:: What to work on ::
Take each line from the entries that holds "roads" and copy it out.

Collected data
● ● ● ● ●
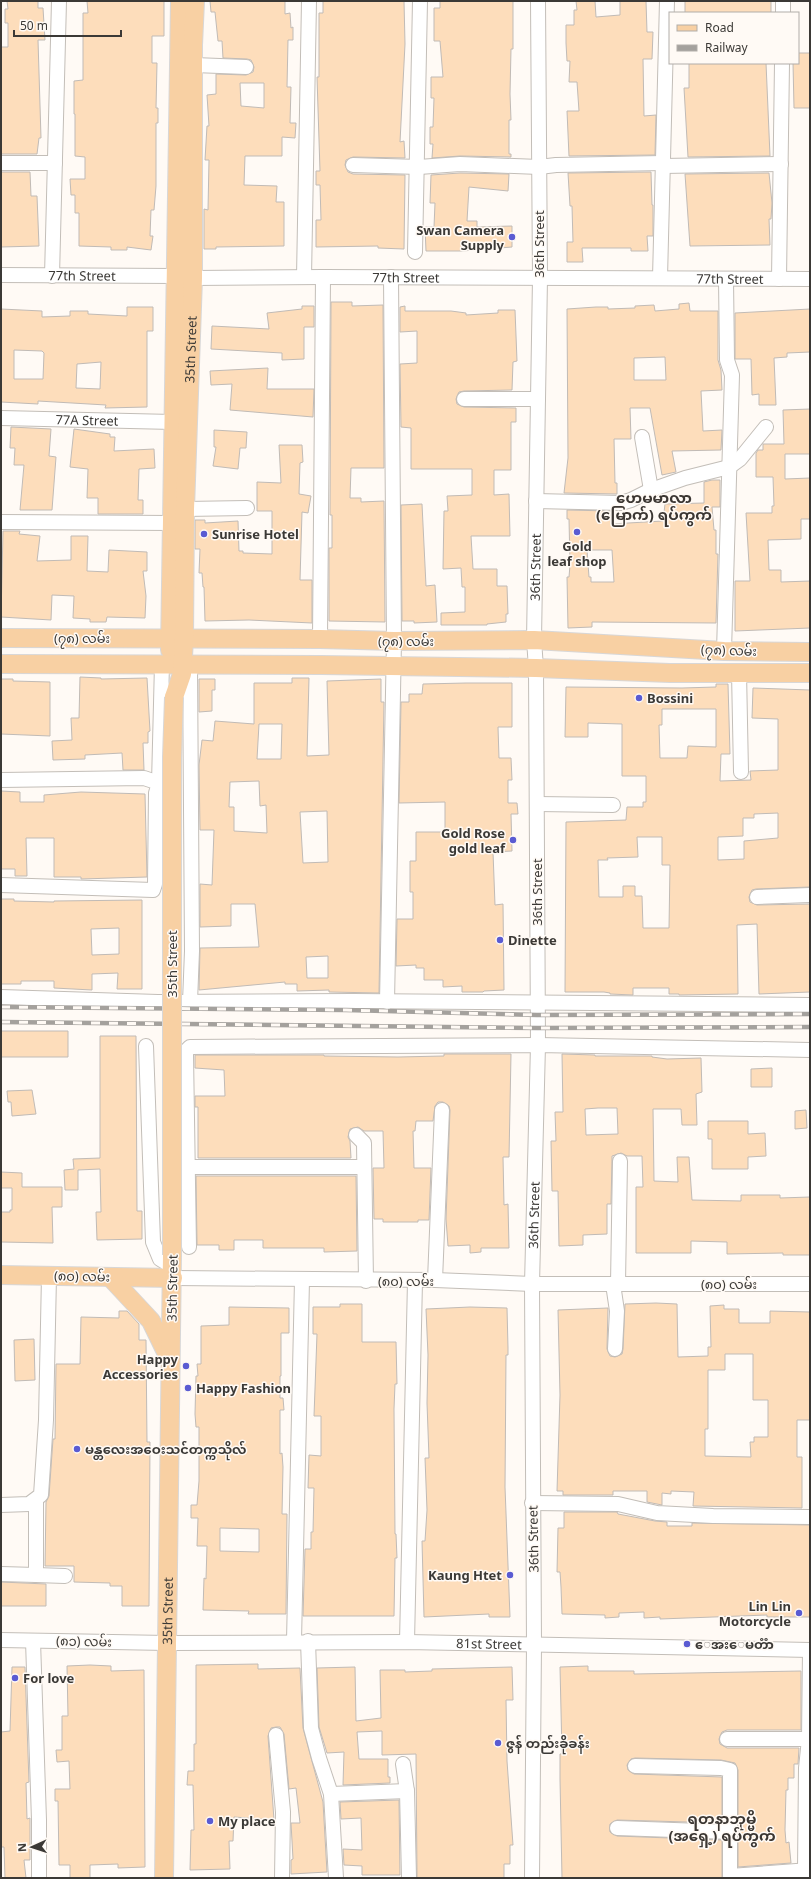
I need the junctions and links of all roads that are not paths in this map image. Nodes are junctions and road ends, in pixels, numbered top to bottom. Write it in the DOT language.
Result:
graph roads {
  1 [pos="59,1"];
  2 [pos="180,1"];
  3 [pos="195,1"];
  4 [pos="309,1"];
  5 [pos="420,1"];
  6 [pos="538,1"];
  7 [pos="667,1"];
  8 [pos="783,1"];
  9 [pos="783,12"];
  10 [pos="194,64"];
  11 [pos="782,64"];
  12 [pos="246,67"];
  13 [pos="1,163"];
  14 [pos="55,163"];
  15 [pos="781,164"];
  16 [pos="353,165"];
  17 [pos="663,165"];
  18 [pos="416,166"];
  19 [pos="539,167"];
  20 [pos="415,252"];
  21 [pos="1,275"];
  22 [pos="52,276"];
  23 [pos="175,276"];
  24 [pos="323,276"];
  25 [pos="304,277"];
  26 [pos="391,277"];
  27 [pos="193,278"];
  28 [pos="540,278"];
  29 [pos="660,278"];
  30 [pos="726,279"];
  31 [pos="779,279"];
  32 [pos="810,279"];
  33 [pos="464,399"];
  34 [pos="538,399"];
  35 [pos="1,418"];
  36 [pos="174,422"];
  37 [pos="766,427"];
  38 [pos="642,437"];
  39 [pos="729,467"];
  40 [pos="651,490"];
  41 [pos="536,501"];
  42 [pos="247,508"];
  43 [pos="185,509"];
  44 [pos="1,522"];
  45 [pos="173,523"];
  46 [pos="1,638"];
  47 [pos="177,639"];
  48 [pos="320,639"];
  49 [pos="534,640"];
  50 [pos="394,641"];
  51 [pos="724,651"];
  52 [pos="810,652"];
  53 [pos="1,664"];
  54 [pos="176,665"];
  55 [pos="394,666"];
  56 [pos="536,668"];
  57 [pos="739,672"];
  58 [pos="810,673"];
  59 [pos="741,772"];
  60 [pos="1,780"];
  61 [pos="159,784"];
  62 [pos="537,804"];
  63 [pos="613,805"];
  64 [pos="1,885"];
  65 [pos="810,895"];
  66 [pos="757,896"];
  67 [pos="1,997"];
  68 [pos="190,1002"];
  69 [pos="387,1002"];
  70 [pos="537,1004"];
  71 [pos="810,1005"];
  72 [pos="538,1045"];
  73 [pos="146,1046"];
  74 [pos="810,1050"];
  75 [pos="442,1110"];
  76 [pos="356,1135"];
  77 [pos="620,1161"];
  78 [pos="189,1167"];
  79 [pos="364,1167"];
  80 [pos="189,1247"];
  81 [pos="173,1267"];
  82 [pos="1,1275"];
  83 [pos="49,1276"];
  84 [pos="110,1277"];
  85 [pos="302,1280"];
  86 [pos="435,1280"];
  87 [pos="366,1281"];
  88 [pos="415,1281"];
  89 [pos="532,1284"];
  90 [pos="616,1284"];
  91 [pos="810,1284"];
  92 [pos="615,1349"];
  93 [pos="171,1362"];
  94 [pos="36,1500"];
  95 [pos="532,1503"];
  96 [pos="1,1505"];
  97 [pos="810,1517"];
  98 [pos="1,1574"];
  99 [pos="36,1575"];
  100 [pos="65,1576"];
  101 [pos="1,1640"];
  102 [pos="33,1640"];
  103 [pos="294,1641"];
  104 [pos="308,1641"];
  105 [pos="407,1642"];
  106 [pos="167,1643"];
  107 [pos="534,1644"];
  108 [pos="810,1650"];
  109 [pos="276,1735"];
  110 [pos="727,1739"];
  111 [pos="809,1739"];
  112 [pos="403,1764"];
  113 [pos="635,1766"];
  114 [pos="407,1791"];
  115 [pos="331,1794"];
  116 [pos="617,1828"];
  117 [pos="731,1832"];
  118 [pos="808,1870"];
  119 [pos="730,1877"];
  120 [pos="39,1878"];
  121 [pos="164,1878"];
  122 [pos="282,1878"];
  123 [pos="336,1878"];
  124 [pos="409,1878"];
  125 [pos="532,1878"];
  1 -- 14 [label="street"];
  2 -- 23 [label="main road, 35th Street"];
  3 -- 10 [label="main road, 35th Street"];
  4 -- 25 [label="street"];
  5 -- 18 [label="street"];
  6 -- 19 [label="street, 36th Street"];
  7 -- 17 [label="street"];
  8 -- 9 [label="street"];
  10 -- 12 [label="street"];
  10 -- 27 [label="main road, 35th Street"];
  11 -- 15 [label="street"];
  13 -- 14 [label="street"];
  14 -- 22 [label="street"];
  15 -- 17 [label="street"];
  15 -- 31 [label="street"];
  16 -- 18 [label="street"];
  17 -- 19 [label="street"];
  17 -- 29 [label="street"];
  18 -- 19 [label="street"];
  18 -- 20 [label="street"];
  19 -- 28 [label="street, 36th Street"];
  21 -- 22 [label="street, 77th Street"];
  22 -- 23 [label="street, 77th Street"];
  23 -- 27 [label="street, 77th Street"];
  23 -- 36 [label="main road, 35th Street"];
  24 -- 25 [label="street, 77th Street"];
  24 -- 26 [label="street, 77th Street"];
  24 -- 48 [label="street"];
  25 -- 27 [label="street, 77th Street"];
  26 -- 28 [label="street, 77th Street"];
  26 -- 50 [label="street"];
  27 -- 43 [label="main road, 35th Street"];
  28 -- 29 [label="street, 77th Street"];
  28 -- 34 [label="street, 36th Street"];
  29 -- 30 [label="street, 77th Street"];
  30 -- 31 [label="street, 77th Street"];
  30 -- 39 [label="street"];
  31 -- 32 [label="street, 77th Street"];
  33 -- 34 [label="street"];
  34 -- 41 [label="street, 36th Street"];
  35 -- 36 [label="street, 77A Street"];
  36 -- 45 [label="main road, 35th Street"];
  37 -- 39 [label="street"];
  38 -- 40 [label="street"];
  39 -- 40 [label="street"];
  39 -- 51 [label="street"];
  40 -- 41 [label="street"];
  41 -- 49 [label="street, 36th Street"];
  42 -- 43 [label="street"];
  43 -- 47 [label="main road, 35th Street"];
  44 -- 45 [label="street"];
  45 -- 47 [label="main road, 35th Street"];
  46 -- 47 [label="main road, (၇၈) လမ်း"];
  47 -- 48 [label="main road, (၇၈) လမ်း"];
  47 -- 54 [label="main road, 35th Street"];
  48 -- 50 [label="main road, (၇၈) လမ်း"];
  49 -- 50 [label="main road, (၇၈) လမ်း"];
  49 -- 51 [label="main road, (၇၈) လမ်း"];
  49 -- 56 [label="street, 36th Street"];
  50 -- 55 [label="street"];
  51 -- 52 [label="main road, (၇၈) လမ်း"];
  53 -- 54 [label="main road, (၇၈) လမ်း"];
  54 -- 55 [label="main road, (၇၈) လမ်း"];
  54 -- 61 [label="street"];
  54 -- 68 [label="street"];
  54 -- 81 [label="main road, 35th Street, bridge"];
  55 -- 56 [label="main road, (၇၈) လမ်း"];
  55 -- 69 [label="street"];
  56 -- 57 [label="main road, (၇၈) လမ်း"];
  56 -- 62 [label="street, 36th Street"];
  57 -- 58 [label="main road, (၇၈) လမ်း"];
  57 -- 59 [label="street"];
  60 -- 61 [label="street"];
  61 -- 64 [label="street"];
  62 -- 63 [label="street"];
  62 -- 70 [label="street, 36th Street"];
  65 -- 66 [label="street"];
  67 -- 68 [label="street"];
  68 -- 69 [label="street"];
  69 -- 70 [label="street"];
  70 -- 71 [label="street"];
  70 -- 72 [label="street, 36th Street"];
  72 -- 74 [label="street"];
  72 -- 78 [label="street"];
  72 -- 89 [label="street, 36th Street"];
  73 -- 81 [label="street"];
  75 -- 86 [label="street"];
  76 -- 79 [label="street"];
  77 -- 90 [label="street"];
  78 -- 79 [label="street"];
  78 -- 80 [label="street"];
  79 -- 87 [label="street"];
  81 -- 84 [label="main road, (၈၀) လမ်း"];
  81 -- 85 [label="street, (၈၀) လမ်း"];
  81 -- 93 [label="main road, 35th Street"];
  82 -- 83 [label="main road, (၈၀) လမ်း"];
  83 -- 84 [label="main road, (၈၀) လမ်း"];
  83 -- 94 [label="street"];
  84 -- 93 [label="main road"];
  85 -- 87 [label="street, (၈၀) လမ်း"];
  85 -- 103 [label="street"];
  86 -- 88 [label="street, (၈၀) လမ်း"];
  86 -- 89 [label="street, (၈၀) လမ်း"];
  87 -- 88 [label="street, (၈၀) လမ်း"];
  88 -- 105 [label="street"];
  89 -- 90 [label="street, (၈၀) လမ်း"];
  89 -- 95 [label="street, 36th Street"];
  90 -- 91 [label="street, (၈၀) လမ်း"];
  90 -- 92 [label="street"];
  93 -- 106 [label="main road, 35th Street"];
  94 -- 96 [label="street"];
  94 -- 99 [label="street"];
  95 -- 97 [label="street"];
  95 -- 107 [label="street, 36th Street"];
  98 -- 99 [label="street"];
  99 -- 100 [label="street"];
  101 -- 102 [label="street, (၈၁) လမ်း"];
  102 -- 106 [label="street, (၈၁) လမ်း"];
  102 -- 120 [label="street"];
  103 -- 104 [label="street, 81st Street"];
  103 -- 106 [label="street, 81st Street"];
  104 -- 105 [label="street, 81st Street"];
  104 -- 115 [label="street"];
  105 -- 107 [label="street, 81st Street"];
  106 -- 121 [label="main road, 35th Street"];
  107 -- 108 [label="street, 81st Street"];
  107 -- 125 [label="street, 36th Street"];
  108 -- 111 [label="street"];
  109 -- 122 [label="street"];
  110 -- 111 [label="street"];
  111 -- 118 [label="street"];
  112 -- 114 [label="street"];
  113 -- 117 [label="street"];
  114 -- 115 [label="street"];
  114 -- 124 [label="street"];
  115 -- 123 [label="street"];
  116 -- 117 [label="street"];
  117 -- 119 [label="street"];
  118 -- 119 [label="street"];
}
● ● ● ● ●
:: Written response ::
I need the junctions and links of all roads that are not paths in this map image. Nodes are junctions and road ends, in pixels, numbered top to bottom. Write it in the DOT language.
graph roads {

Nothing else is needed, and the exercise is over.